The importance of validation is key to this new regulatory model. It's the process of proving that your controls are working as intended. For instance, if you state you have a control to prevent unauthorised access to sensitive data, a regulator will want to see:
- Testing and Results: Are you regularly testing this control? What were the results? If it failed, what did you do about it?
- Data and Metrics: Do you have data that shows a reduction in security incidents since the control was implemented?
Continuous Improvement: Do you have a process for reviewing your controls and adapting them as new risks emerge?
In this environment, "good enough" is no longer an option. Compliance is a byproduct of effective risk management, not a goal in itself. Organisations that succeed will be those that view regulation not as a burden, but as a framework for building a more resilient, trustworthy, and agile business.
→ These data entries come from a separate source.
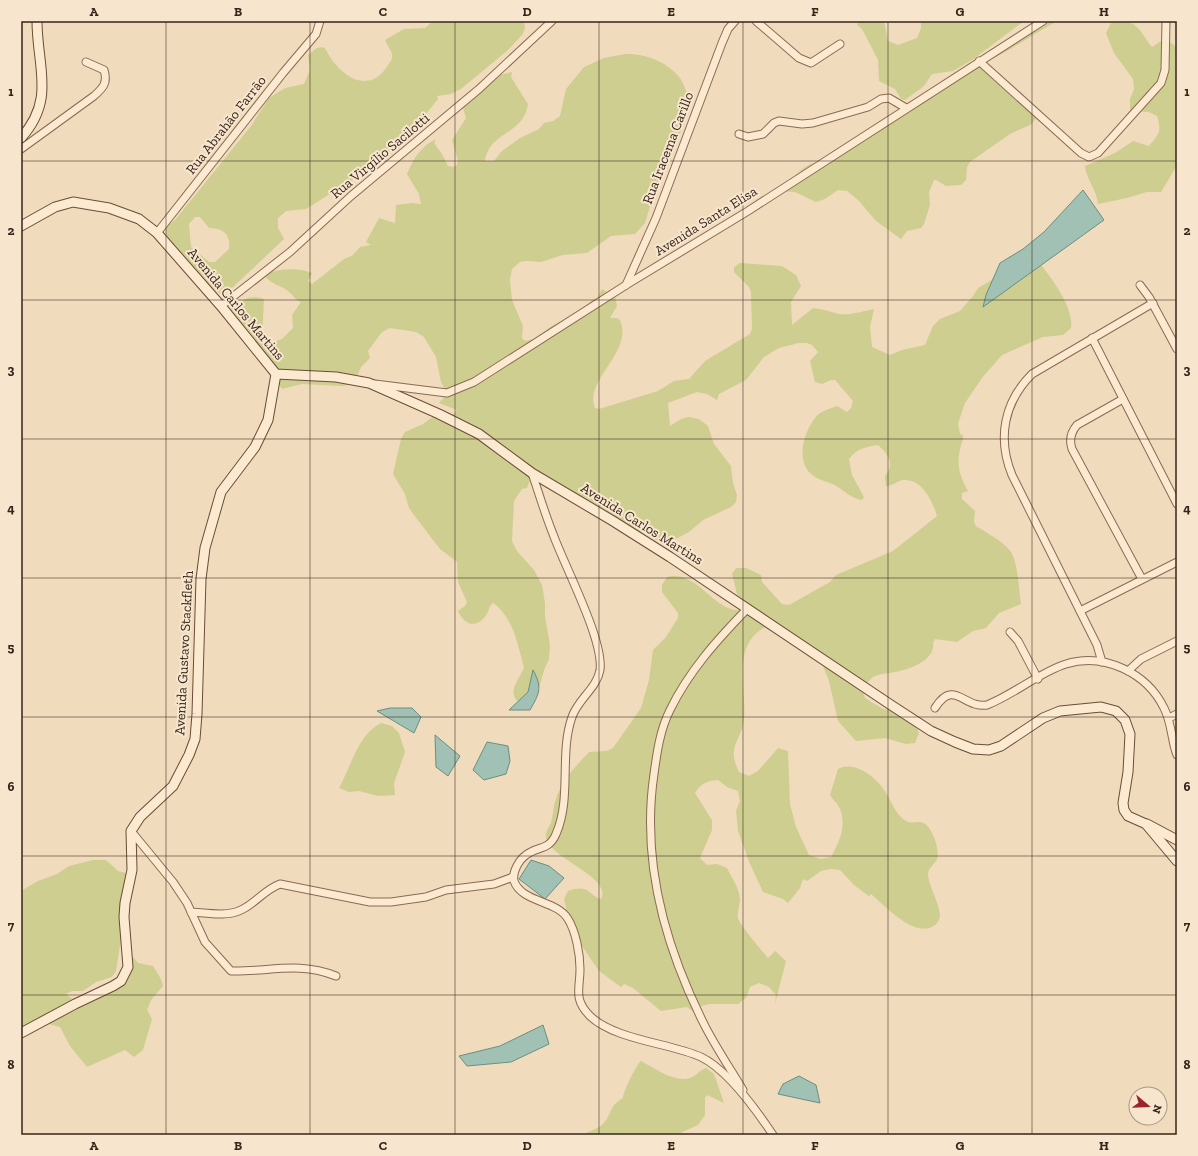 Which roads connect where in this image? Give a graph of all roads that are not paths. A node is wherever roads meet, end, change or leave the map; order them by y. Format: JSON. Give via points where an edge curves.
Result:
{"nodes":[{"id":1,"x":37,"y":21,"type":"edge"},
{"id":2,"x":320,"y":21,"type":"edge"},
{"id":3,"x":552,"y":21,"type":"edge"},
{"id":4,"x":735,"y":21,"type":"edge"},
{"id":5,"x":756,"y":21,"type":"edge"},
{"id":6,"x":1043,"y":21,"type":"edge"},
{"id":7,"x":1166,"y":21,"type":"edge"},
{"id":8,"x":840,"y":44,"type":"dead end"},
{"id":9,"x":979,"y":61,"type":"junction"},
{"id":10,"x":86,"y":62,"type":"dead end"},
{"id":11,"x":906,"y":108,"type":"junction"},
{"id":12,"x":739,"y":134,"type":"dead end"},
{"id":13,"x":21,"y":138,"type":"edge"},
{"id":14,"x":21,"y":150,"type":"edge"},
{"id":15,"x":21,"y":226,"type":"edge"},
{"id":16,"x":157,"y":233,"type":"junction"},
{"id":17,"x":626,"y":285,"type":"junction"},
{"id":18,"x":1140,"y":285,"type":"dead end"},
{"id":19,"x":1153,"y":303,"type":"junction"},
{"id":20,"x":221,"y":306,"type":"junction"},
{"id":21,"x":1092,"y":338,"type":"junction"},
{"id":22,"x":1177,"y":349,"type":"edge"},
{"id":23,"x":276,"y":374,"type":"junction"},
{"id":24,"x":368,"y":383,"type":"junction"},
{"id":25,"x":1123,"y":399,"type":"junction"},
{"id":26,"x":532,"y":474,"type":"junction"},
{"id":27,"x":1177,"y":504,"type":"edge"},
{"id":28,"x":1177,"y":562,"type":"edge"},
{"id":29,"x":1142,"y":579,"type":"junction"},
{"id":30,"x":747,"y":609,"type":"junction"},
{"id":31,"x":1080,"y":611,"type":"junction"},
{"id":32,"x":1010,"y":632,"type":"dead end"},
{"id":33,"x":1177,"y":641,"type":"edge"},
{"id":34,"x":1102,"y":662,"type":"junction"},
{"id":35,"x":1128,"y":670,"type":"junction"},
{"id":36,"x":1038,"y":679,"type":"junction"},
{"id":37,"x":935,"y":708,"type":"dead end"},
{"id":38,"x":1177,"y":714,"type":"edge"},
{"id":39,"x":1169,"y":718,"type":"junction"},
{"id":40,"x":1177,"y":755,"type":"edge"},
{"id":41,"x":1146,"y":824,"type":"junction"},
{"id":42,"x":131,"y":831,"type":"junction"},
{"id":43,"x":1177,"y":840,"type":"edge"},
{"id":44,"x":1177,"y":861,"type":"edge"},
{"id":45,"x":514,"y":877,"type":"junction"},
{"id":46,"x":192,"y":912,"type":"junction"},
{"id":47,"x":336,"y":976,"type":"dead end"},
{"id":48,"x":21,"y":1033,"type":"edge"},
{"id":49,"x":750,"y":1101,"type":"junction"},
{"id":50,"x":773,"y":1135,"type":"edge"}],
"edges":[{"from":1,"to":13,"type":"street","via":[[42,75],[41,104],[33,122]]},
{"from":2,"to":16,"type":"street","name":"Rua Abrahão Farrão","via":[[316,34]]},
{"from":3,"to":20,"type":"street","name":"Rua Virgílio Sacilotti","via":[[479,89],[351,196],[290,252]]},
{"from":4,"to":17,"type":"street","name":"Rua Iracema Carillo","via":[[722,43],[656,218]]},
{"from":5,"to":8,"type":"street","via":[[806,62],[811,63]]},
{"from":6,"to":9,"type":"street","name":"Avenida Santa Elisa"},
{"from":7,"to":9,"type":"street","via":[[1166,70],[1161,83],[1098,154],[1089,157],[1080,153]]},
{"from":9,"to":11,"type":"street","name":"Avenida Santa Elisa"},
{"from":10,"to":14,"type":"street","via":[[104,70],[104,86]]},
{"from":11,"to":12,"type":"street","via":[[889,98],[881,99],[868,107],[813,123],[779,122],[774,123],[763,134],[748,137]]},
{"from":11,"to":17,"type":"street","name":"Avenida Santa Elisa","via":[[748,211]]},
{"from":15,"to":16,"type":"street","name":"Avenida Carlos Martins","via":[[55,207],[79,202],[130,214]]},
{"from":16,"to":20,"type":"street","name":"Avenida Carlos Martins"},
{"from":17,"to":24,"type":"street","name":"Avenida Santa Elisa","via":[[458,390],[441,393]]},
{"from":18,"to":19,"type":"street"},
{"from":19,"to":21,"type":"street"},
{"from":19,"to":22,"type":"street"},
{"from":20,"to":23,"type":"street","name":"Avenida Carlos Martins"},
{"from":21,"to":25,"type":"street"},
{"from":21,"to":31,"type":"street","via":[[1038,369],[1026,380],[1012,401],[1004,434],[1006,459],[1012,475]]},
{"from":23,"to":24,"type":"street","name":"Avenida Carlos Martins","via":[[336,377]]},
{"from":23,"to":42,"type":"street","name":"Avenida Gustavo Stackfleth","via":[[268,420],[254,447],[221,492],[205,548],[200,594],[197,714],[195,739],[190,755],[173,786],[140,817]]},
{"from":24,"to":26,"type":"street","name":"Avenida Carlos Martins","via":[[478,434]]},
{"from":25,"to":27,"type":"street"},
{"from":25,"to":29,"type":"street","via":[[1077,425],[1071,442],[1072,449]]},
{"from":26,"to":30,"type":"street","name":"Avenida Carlos Martins","via":[[614,521]]},
{"from":26,"to":45,"type":"street","via":[[553,534],[588,618],[601,664],[598,677],[572,716],[562,814],[556,837],[545,848],[526,855],[516,868]]},
{"from":28,"to":29,"type":"street"},
{"from":29,"to":31,"type":"street"},
{"from":30,"to":41,"type":"street","name":"Avenida Carlos Martins","via":[[930,731],[974,749],[989,750],[1000,746],[1043,718],[1060,711],[1101,707],[1116,712],[1125,720],[1130,734],[1124,810],[1128,816]]},
{"from":30,"to":49,"type":"street","via":[[700,660],[669,710],[659,740],[651,794],[650,852],[662,920],[683,974],[706,1028]]},
{"from":31,"to":34,"type":"street","via":[[1097,645]]},
{"from":32,"to":36,"type":"street","via":[[1018,641]]},
{"from":33,"to":35,"type":"street","via":[[1141,659]]},
{"from":34,"to":35,"type":"street"},
{"from":34,"to":36,"type":"street","via":[[1066,664]]},
{"from":35,"to":39,"type":"street","via":[[1149,686]]},
{"from":36,"to":37,"type":"street","via":[[987,705],[978,705],[954,694],[944,698]]},
{"from":38,"to":39,"type":"street"},
{"from":39,"to":40,"type":"street"},
{"from":41,"to":43,"type":"street"},
{"from":41,"to":44,"type":"street","name":"Avenida Carlos Martins"},
{"from":42,"to":46,"type":"street","via":[[173,882]]},
{"from":42,"to":48,"type":"street","via":[[132,870],[124,910],[129,960],[125,974],[113,986]]},
{"from":45,"to":46,"type":"street","via":[[494,884],[446,890],[426,897],[391,902],[370,902],[280,884],[270,888],[241,910],[229,914]]},
{"from":45,"to":49,"type":"street","via":[[521,890],[554,907],[569,920],[579,961],[578,994],[581,1004],[590,1016],[618,1031],[704,1059]]},
{"from":46,"to":47,"type":"street","via":[[204,942],[231,971],[301,967]]},
{"from":49,"to":50,"type":"street"}]} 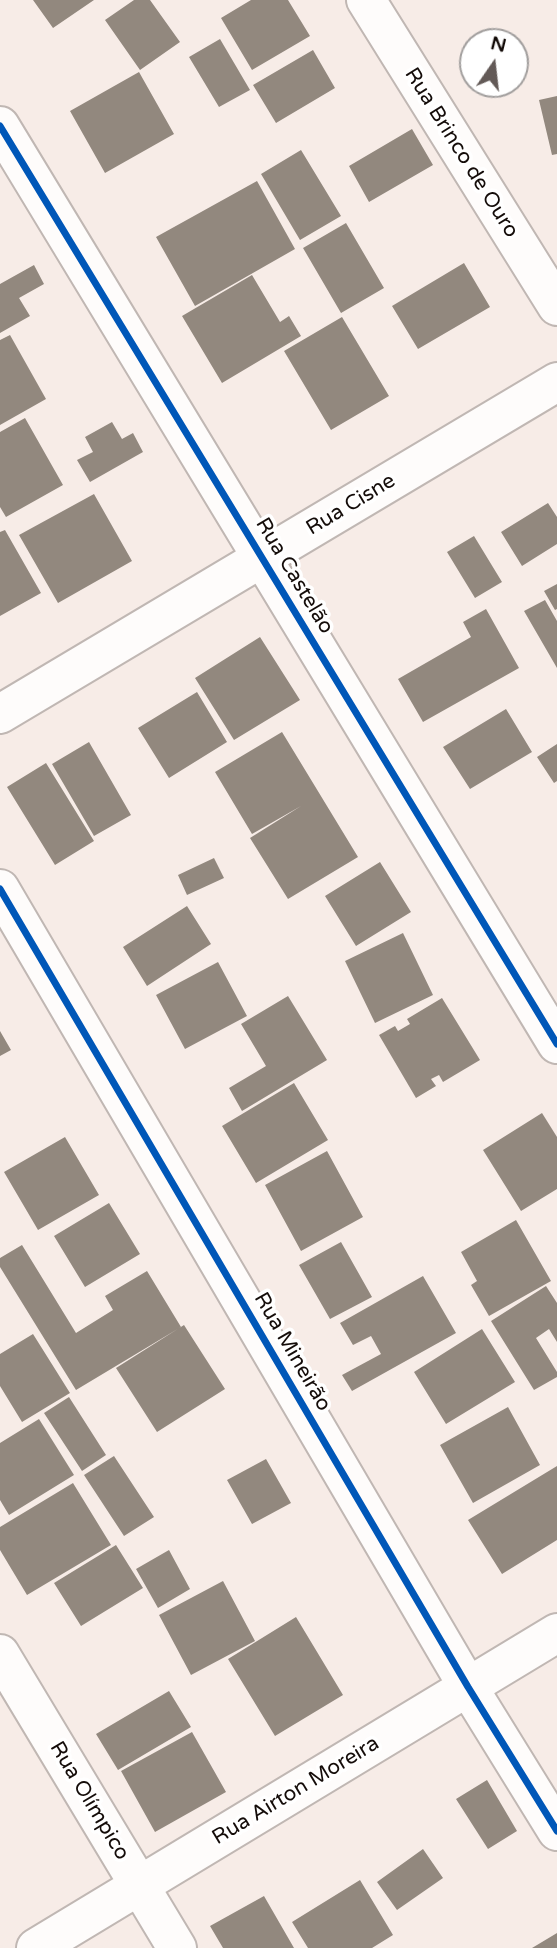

The Road Ahead for Financial Services in Australia
Our roundtable highlighted a key shift: The starting point for resilience and innovation is showing that you're actively reducing risk. Governance, risk management, and data integrity are no longer back-office functions — they’re strategic foundations.
Frameworks like CPS 230 are pivotal prudential standards because they help financial organisations in Australia demonstrate that their controls work. When financial organisations embed these principles into their core, they unlock the ability to innovate safely, respond to disruption, and build lasting trust.
The real advantage lies not in the technology itself but in the responsible systems that support it. Embedding governance into the DNA of innovation through a unified, purpose-built platform enables experimentation without compromising security or resilience.